Dans le plus ancien des ouvrages dont je viens de parler, dans la Brihad-Aranyaka-Upanishad, plusieurs passages témoignent de la persuasion où l’on était déjà que vivre et revivre constituent plutôt une calamité qu’un privilège enviable. Je citerai quelques-uns des morceaux où des idées de ce genre se trouvent exposées.

Au chapitre iii (8, 10), un sage légendaire, nommé Yâjnavalkya, qui joue un grand rôle dans les écrits philosophiques qui se rattachent aux Védas, déclare, après avoir dépeint la nature purement idéale de Brahma, ou de l’âme suprême, et sa puissance infinie, que quiconque quitte ce monde en l’ignorant est malheureux, c’est- à-dire continue d’être soumis à la transmigration, car le moyen de s’y soustraire est précisément de connaître l’âme suprême, à laquelle l’âme individuelle s’unit par le seul fait de la perception mentale ou de l’intuition.

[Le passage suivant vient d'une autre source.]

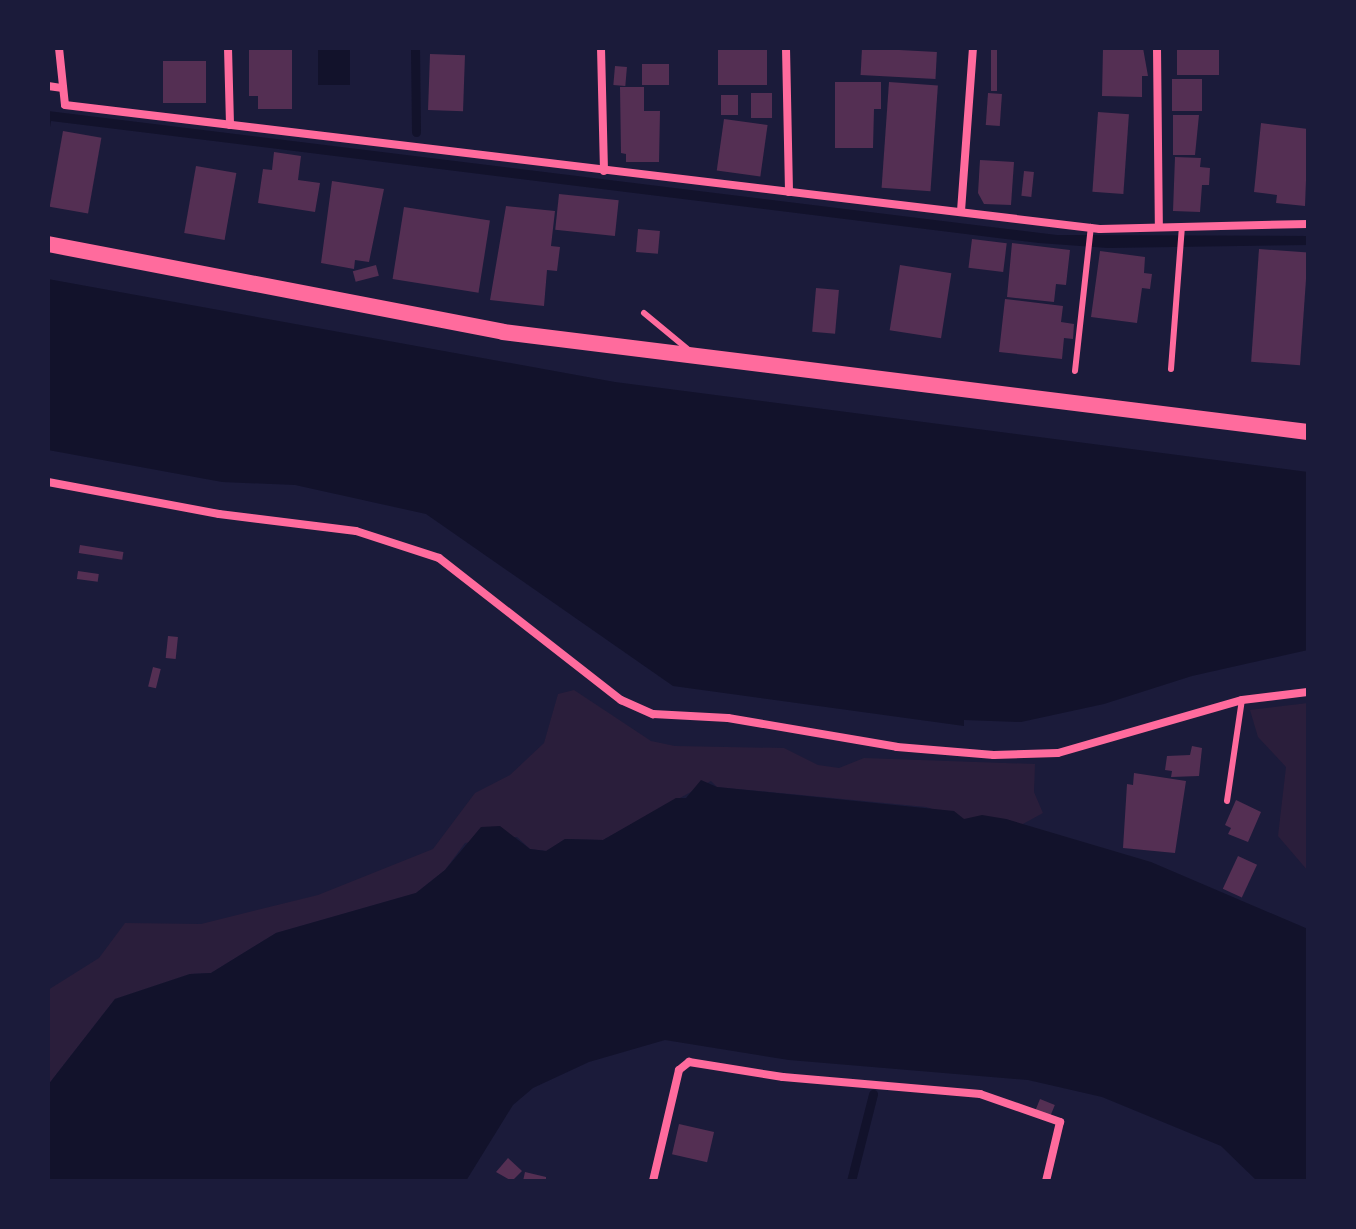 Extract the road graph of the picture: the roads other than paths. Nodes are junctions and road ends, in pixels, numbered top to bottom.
1 (59, 48) edge
2 (228, 48) edge
3 (601, 48) edge
4 (786, 48) edge
5 (973, 48) edge
6 (1157, 48) edge
7 (48, 86) edge
8 (63, 88) junction
9 (230, 125) junction
10 (604, 171) junction
11 (789, 192) junction
12 (961, 211) junction
13 (1308, 224) edge
14 (1159, 227) junction
15 (1091, 230) junction
16 (1182, 230) junction
17 (48, 244) edge
18 (644, 313) dead end
19 (696, 356) junction
20 (1171, 369) dead end
21 (1075, 371) dead end
22 (1308, 432) edge
23 (48, 482) edge
24 (1308, 692) edge
25 (1242, 700) junction
26 (1227, 801) dead end
27 (653, 1181) edge
28 (1046, 1181) edge

1 - 8 street
2 - 9 street
3 - 10 street
4 - 11 street
5 - 12 street
6 - 14 street
7 - 8 street
8 - 9 street
9 - 10 street
10 - 11 street
11 - 12 street
12 - 15 street
13 - 16 street
14 - 15 street
14 - 16 street
15 - 21 lane
16 - 20 lane
17 - 19 main road
18 - 19 lane
19 - 22 main road
23 - 25 street
24 - 25 street
25 - 26 lane
27 - 28 street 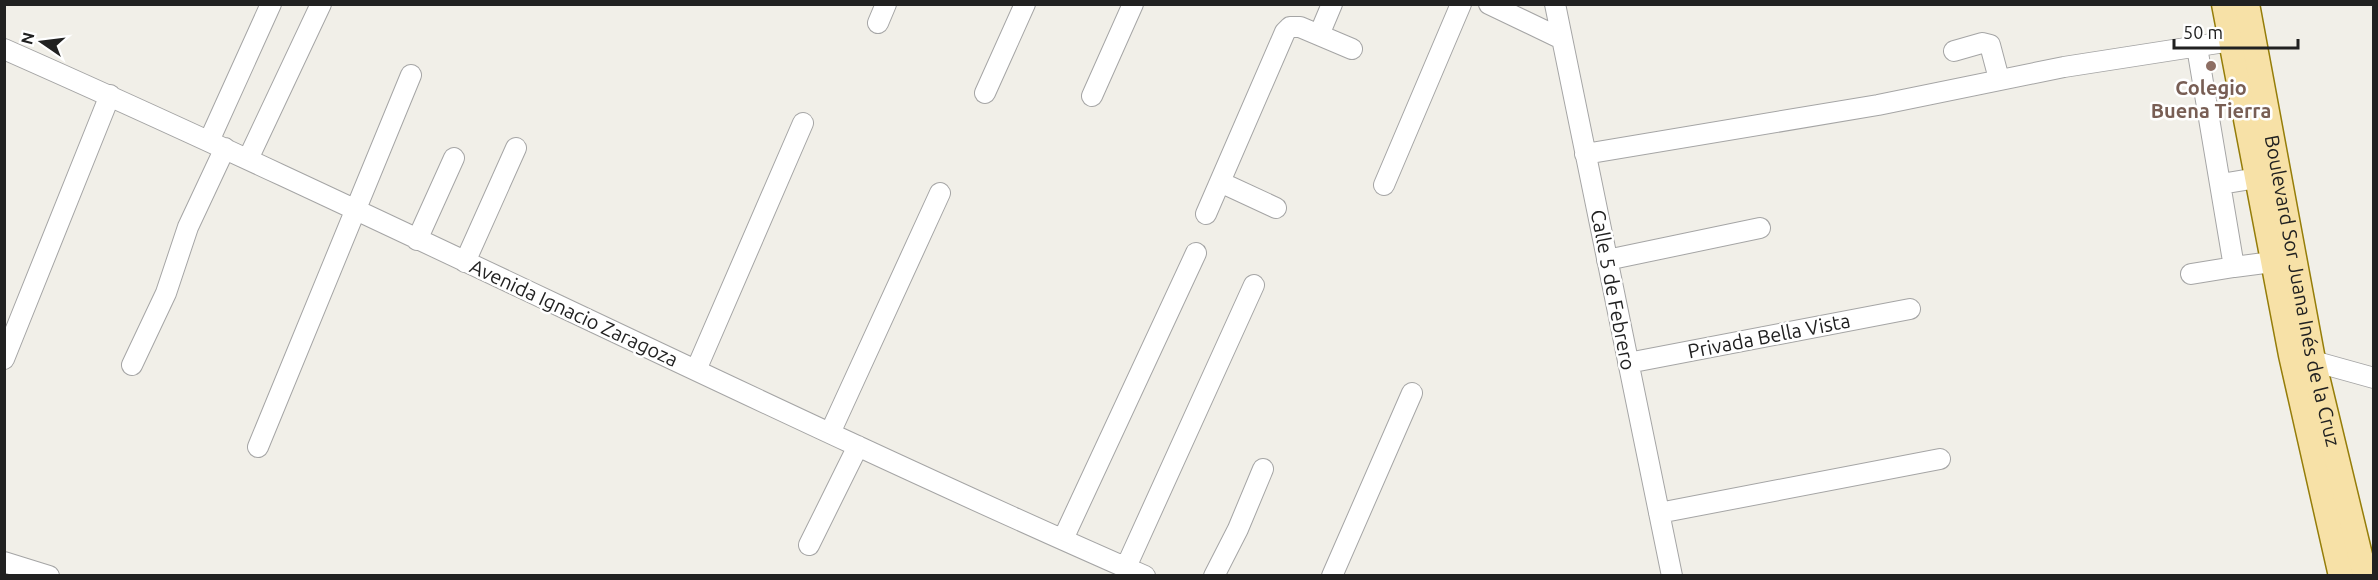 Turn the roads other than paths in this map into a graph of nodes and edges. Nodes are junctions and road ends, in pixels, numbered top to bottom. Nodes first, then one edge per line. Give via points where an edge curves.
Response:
1 (271, 4) edge
2 (321, 4) edge
3 (886, 4) edge
4 (1025, 4) edge
5 (1133, 4) edge
6 (1332, 4) edge
7 (1461, 4) edge
8 (1489, 4) edge
9 (1555, 4) edge
10 (2224, 4) edge
11 (2247, 4) edge
12 (878, 23) dead end
13 (1319, 35) junction
14 (1562, 39) junction
15 (2231, 41) junction
16 (2197, 47) junction
17 (4, 49) edge
18 (1352, 49) dead end
19 (1954, 51) dead end
20 (411, 75) dead end
21 (1999, 80) junction
22 (985, 93) dead end
23 (110, 95) junction
24 (1092, 96) dead end
25 (803, 123) dead end
26 (217, 145) junction
27 (516, 148) dead end
28 (1586, 154) junction
29 (454, 158) dead end
30 (248, 159) junction
31 (2257, 178) junction
32 (1220, 182) junction
33 (2221, 184) junction
34 (1384, 185) dead end
35 (940, 193) dead end
36 (1276, 208) dead end
37 (356, 210) junction
38 (1206, 214) dead end
39 (1760, 228) dead end
40 (417, 240) junction
41 (1196, 254) dead end
42 (1607, 260) junction
43 (465, 262) junction
44 (2272, 262) junction
45 (2234, 267) junction
46 (2191, 274) dead end
47 (1254, 285) dead end
48 (1910, 309) dead end
49 (2302, 357) junction
50 (4, 358) edge
51 (1628, 363) junction
52 (132, 365) dead end
53 (696, 370) junction
54 (2373, 378) edge
55 (1412, 393) dead end
56 (831, 433) junction
57 (858, 446) junction
58 (258, 447) dead end
59 (1941, 459) dead end
60 (1263, 469) dead end
61 (1659, 513) junction
62 (1063, 539) junction
63 (809, 545) dead end
64 (4, 562) edge
65 (1126, 567) junction
66 (49, 576) edge
67 (1145, 576) edge
68 (1214, 576) edge
69 (1332, 576) edge
70 (1672, 576) edge
71 (2341, 576) edge
72 (2365, 576) edge

1 - 26 street
2 - 30 street
3 - 12 street
4 - 22 street
5 - 24 street
6 - 13 street
7 - 34 street
8 - 14 street
9 - 14 street, Calle 5 de Febrero
10 - 15 main road, Boulevard Sor Juana Inés de la Cruz
11 - 49 main road, Boulevard Sor Juana Inés de la Cruz
13 - 18 street
13 - 32 street via 1295,27 1285,32
14 - 28 street, Calle 5 de Febrero
15 - 16 street
15 - 31 main road, Boulevard Sor Juana Inés de la Cruz
16 - 21 street
16 - 33 street
17 - 23 street, Avenida Ignacio Zaragoza
19 - 21 street via 1982,43 1990,45
20 - 37 street
21 - 28 street via 1878,105
23 - 26 street, Avenida Ignacio Zaragoza
23 - 50 street
25 - 53 street
26 - 30 street, Avenida Ignacio Zaragoza
26 - 52 street via 166,293
27 - 43 street
28 - 42 street, Calle 5 de Febrero
29 - 40 street
30 - 37 street, Avenida Ignacio Zaragoza
31 - 33 street
31 - 44 main road, Boulevard Sor Juana Inés de la Cruz
32 - 36 street
32 - 38 street
33 - 45 street
35 - 56 street
37 - 40 street, Avenida Ignacio Zaragoza
37 - 58 street
39 - 42 street
40 - 43 street, Avenida Ignacio Zaragoza
41 - 62 street
42 - 51 street, Calle 5 de Febrero
43 - 53 street, Avenida Ignacio Zaragoza
44 - 45 street
44 - 49 main road, Boulevard Sor Juana Inés de la Cruz
45 - 46 street
47 - 65 street
48 - 51 street, Privada Bella Vista
49 - 54 street
49 - 71 main road, Boulevard Sor Juana Inés de la Cruz
49 - 72 main road, Boulevard Sor Juana Inés de la Cruz
51 - 61 street, Calle 5 de Febrero
53 - 56 street, Avenida Ignacio Zaragoza
55 - 69 street
56 - 57 street, Avenida Ignacio Zaragoza
57 - 62 street, Avenida Ignacio Zaragoza
57 - 63 street
59 - 61 street
60 - 68 street
61 - 70 street, Calle 5 de Febrero
62 - 65 street, Avenida Ignacio Zaragoza
64 - 66 street
65 - 67 street, Avenida Ignacio Zaragoza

Au chapitre iv (3, 21), le résultat de cette réunion de l’âme individuelle à l’âme universelle est indiqué comme constituant un état de félicité inconsciente qui ne semble pas différer beaucoup du nirvana bouddhique. « L’âme individuelle, est-il dit, embrassée par l’âme universelle, ne connaît plus rien d’extérieur ni d’intérieur ; c’est la forme sous laquelle, ayant obtenu ses désirs, n’ayant que l’âme universelle pour désir, sans désirs, elle n’éprouve plus aucune peine. »

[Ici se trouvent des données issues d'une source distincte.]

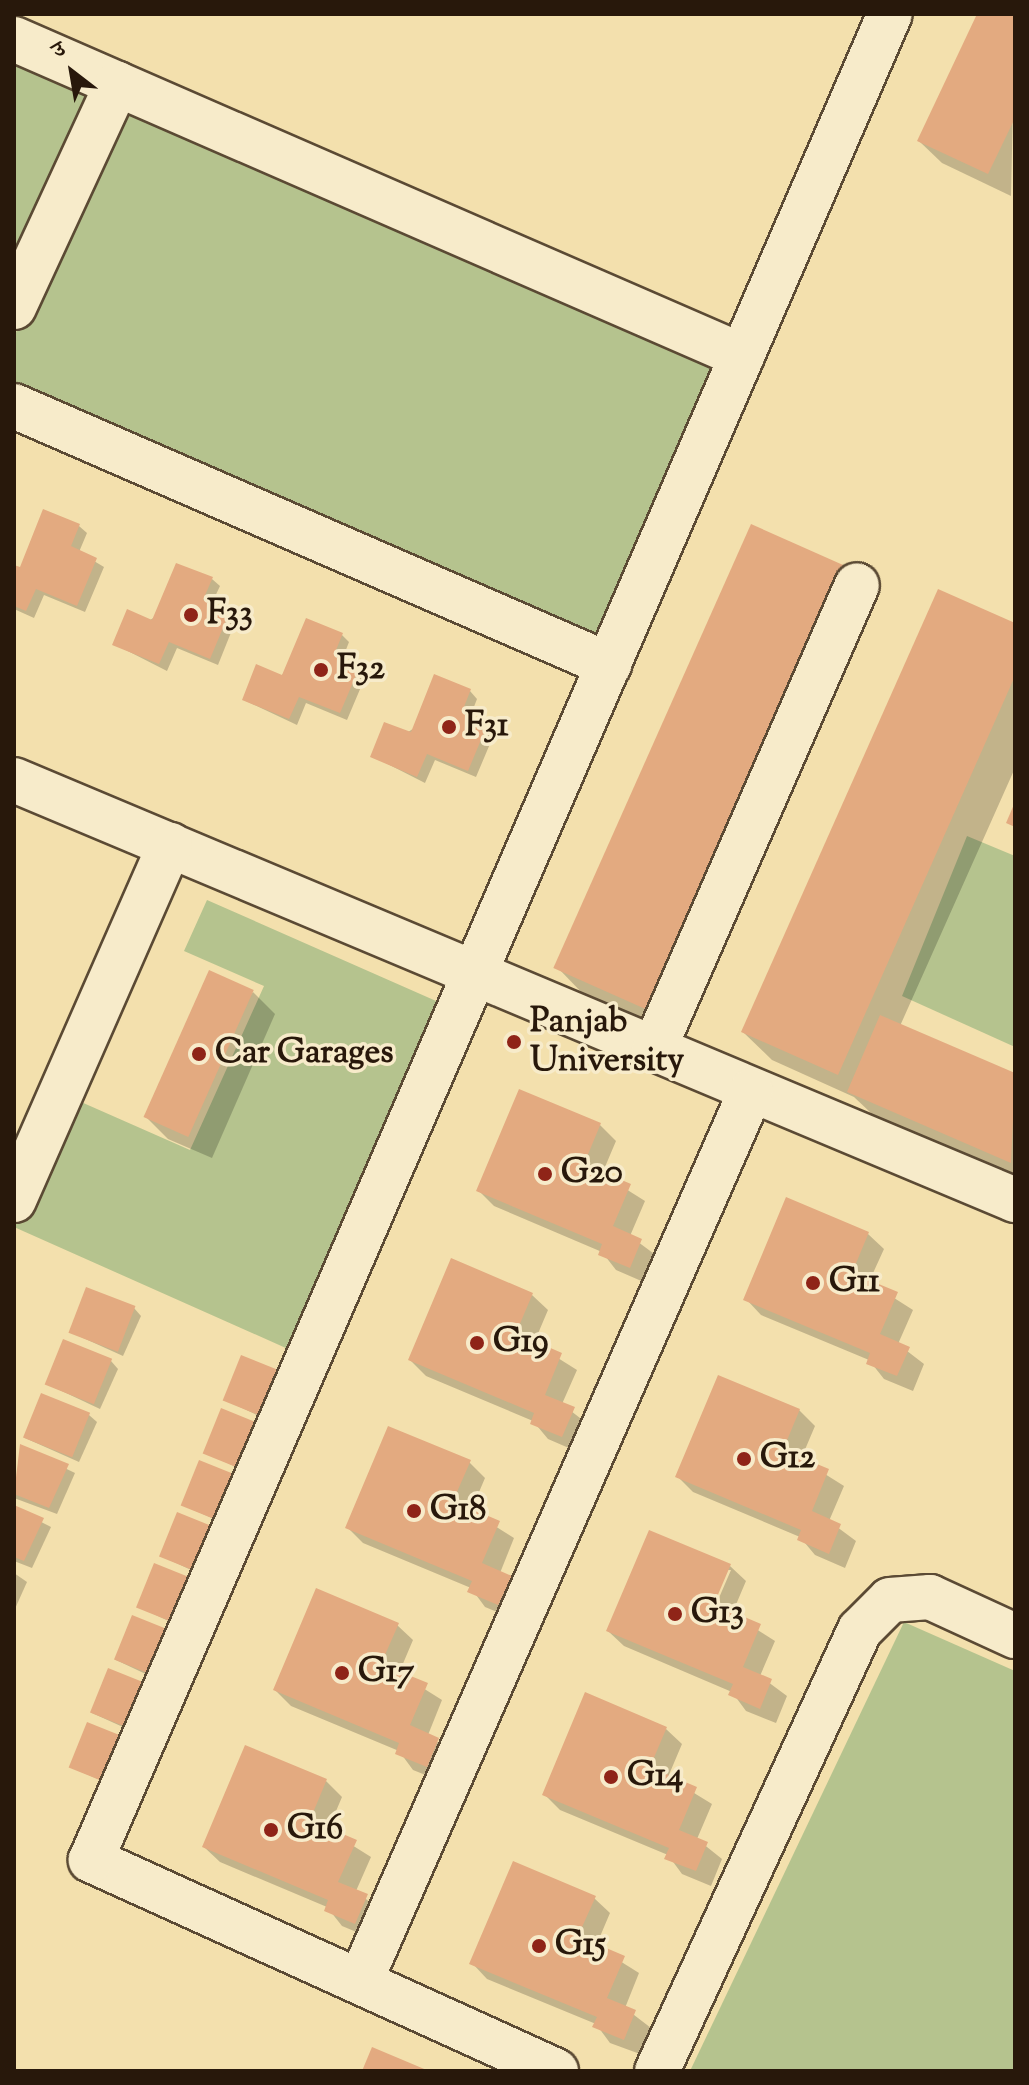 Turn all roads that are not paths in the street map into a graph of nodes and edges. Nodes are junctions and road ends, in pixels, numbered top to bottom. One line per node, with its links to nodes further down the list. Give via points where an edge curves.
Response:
1 (890, 14): 5 (lane)
2 (14, 39): 3 (lane)
3 (117, 84): 4 (lane); 5 (lane)
4 (14, 307)
5 (742, 356): 8 (lane)
6 (14, 406): 8 (lane)
7 (857, 585): 12 (lane)
8 (609, 665): 11 (lane)
9 (14, 780): 10 (lane)
10 (170, 845): 11 (lane); 14 (lane)
11 (475, 974): 12 (lane); 17 (lane, via 91,1860)
12 (654, 1049): 13 (lane)
13 (751, 1091): 15 (lane); 17 (lane)
14 (14, 1200)
15 (1015, 1200)
16 (1015, 1636): 19 (lane, via 930,1597 890,1600 860,1630)
17 (360, 1982): 18 (lane)
18 (556, 2071)
19 (657, 2071)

Au même chapitre iv (11, 14), l’auteur inconnu de l’ouvrage cite des vers dans lesquels il est dit :

« Ceux qui adressent leur culte à l’ignorance entrent après leur mort dans l’obscurité aveugle, et ceux qui trouvent plaisir à la science (temporelle, à celle qui fait connaître et qui perpétue par la transmigration les choses d’ici-bas) entrent dans une obscurité plus profonde encore.